ちなみに、2012年にグッドウッド競馬場にラップタイム測定装置が設置されたとき、フランケルはハロン10秒のタイムは出さなかったが、最後の3ハロンをそれぞれ11秒08、10秒75、10秒42で走り、33秒は十分下回った。ただ比較対象がなかったために、この装置の不十分さが明らかになった。念のために言っておくが、レース終盤の連続したハロンを約11秒で走るマイル馬はいかなる場合でも印象的である。しかし純粋にスピードのみについて言えば、フランケルがオーストラリアのブラックキャビアほど高速を記録しなかったことも私たちは認識している。

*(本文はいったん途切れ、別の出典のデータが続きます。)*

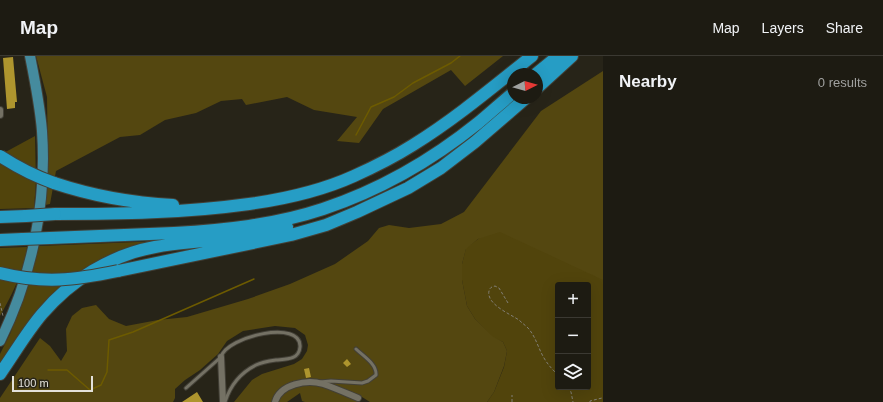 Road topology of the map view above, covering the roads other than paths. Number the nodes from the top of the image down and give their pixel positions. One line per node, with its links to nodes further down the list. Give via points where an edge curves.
1 (30, 56): 19 (main road, via 42,131 40,203 28,270)
2 (532, 56): 5 (highway)
3 (558, 56): 7 (highway)
4 (572, 56): 8 (highway)
5 (522, 64): 6 (lane); 15 (highway, via 475,102 387,160 337,183 297,195)
6 (525, 68)
7 (543, 68)
8 (543, 83)
9 (507, 98): 14 (highway, via 478,123)
10 (519, 104): 18 (highway, bridge, via 441,168 397,194 326,224 291,235 81,278 34,279)
11 (0, 110): 12 (street)
12 (0, 115)
13 (0, 156): 15 (highway, bridge, via 31,174 94,195 164,205)
14 (423, 162): 17 (highway, bridge, via 352,198 323,209 271,222 199,231); 22 (highway, via 372,196 308,221 252,235 153,247 109,262 79,280 50,305)
15 (229, 207): 16 (highway, bridge, via 132,214)
16 (0, 217)
17 (0, 240)
18 (0, 273)
19 (0, 341)
20 (356, 349): 23 (lane, via 372,364 376,375 374,377 362,383)
21 (221, 357): 24 (lane); 26 (street); 26 (lane, via 222,352 230,346 250,336 265,333 291,334 296,336 300,346 295,357 269,361 248,369 235,382)
22 (0, 374)
23 (312, 382): 25 (street, via 321,383); 27 (street, via 288,386 282,390)
24 (186, 388)
25 (358, 398)
26 (224, 402)
27 (275, 402)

このことはブラックキャビアがフランケルより優れていることを意味するわけではないが、この議論に興味をそそる新たな面を追加したのは確かである。
全ては費用次第
BHAはラップタイムの構想にずっと熱心であるが、ロディス氏は財源が乏しい現実世界に苦心している。同氏は、「英国のすべての競馬場でラップタイムを測定することが考えられるでしょうか?多額の費用がかかり中期的には疑わしいと感じています」と語った。

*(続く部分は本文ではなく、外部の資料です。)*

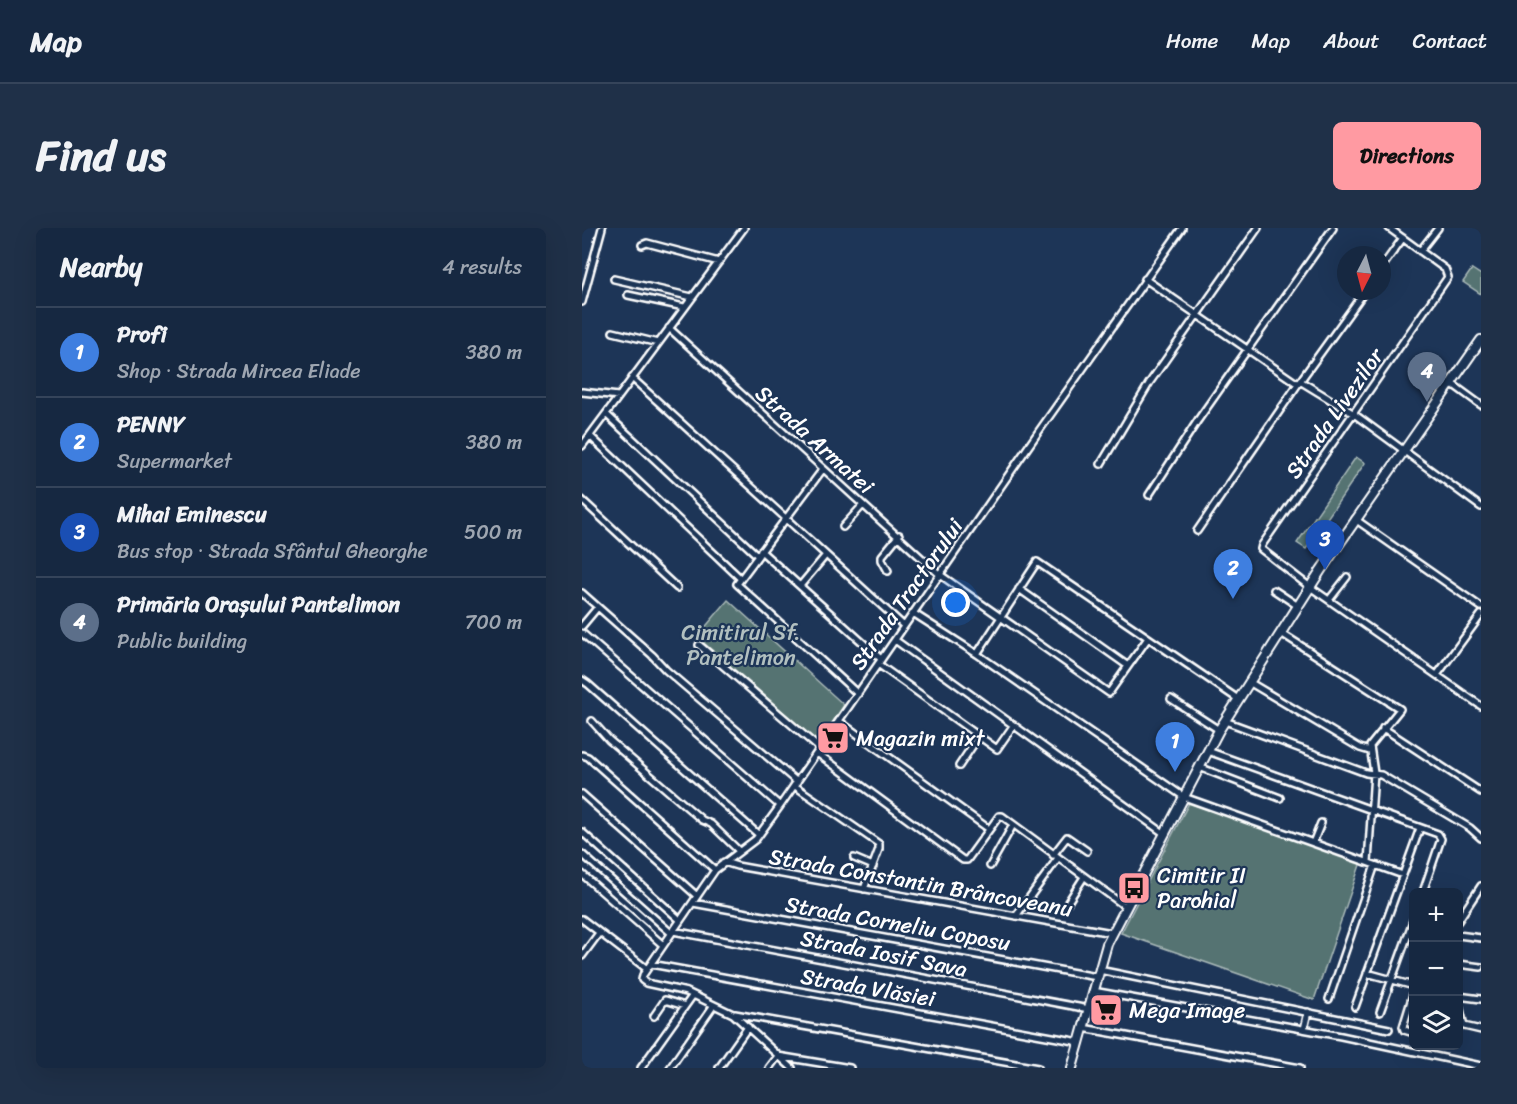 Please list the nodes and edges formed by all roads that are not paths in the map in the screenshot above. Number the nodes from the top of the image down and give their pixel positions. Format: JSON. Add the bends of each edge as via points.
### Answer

そして次のように続けた。「ラップタイムはもちろん競馬産業に利益を与えるでしょう。テレビ局の目的および賭事客にとっての充実に繋がります」。
「しかし、私たちは理想の世界にいるわけではなく、現実の世界で働いています。ラップタイムの肯定的な面はいくつかありますが、誰がそれに資金提供するのでしょうか?英国ではあまりラップタイムが測定されない理由には、馬場状態の変化や馬場の種類の違いなどがあり、それらはすべてもっともであり関連性があります」。
「しかし、真の理由は費用です。ビジネスとして投資の効果が明らかになっていません。競馬場自体は商業的運営であり、費用を掛ける必要がある事柄に優先順位を付けられない場合、投資に対する見返りを検討する必要があります」。
ラップタイムは主として一握りのプロを惹きつけるだけのニッチなテーマであると却下されてきているが、このような見方は他の国では正しくないとされており、英国競馬の輸出に関する潜在的利益を無視することにもなる。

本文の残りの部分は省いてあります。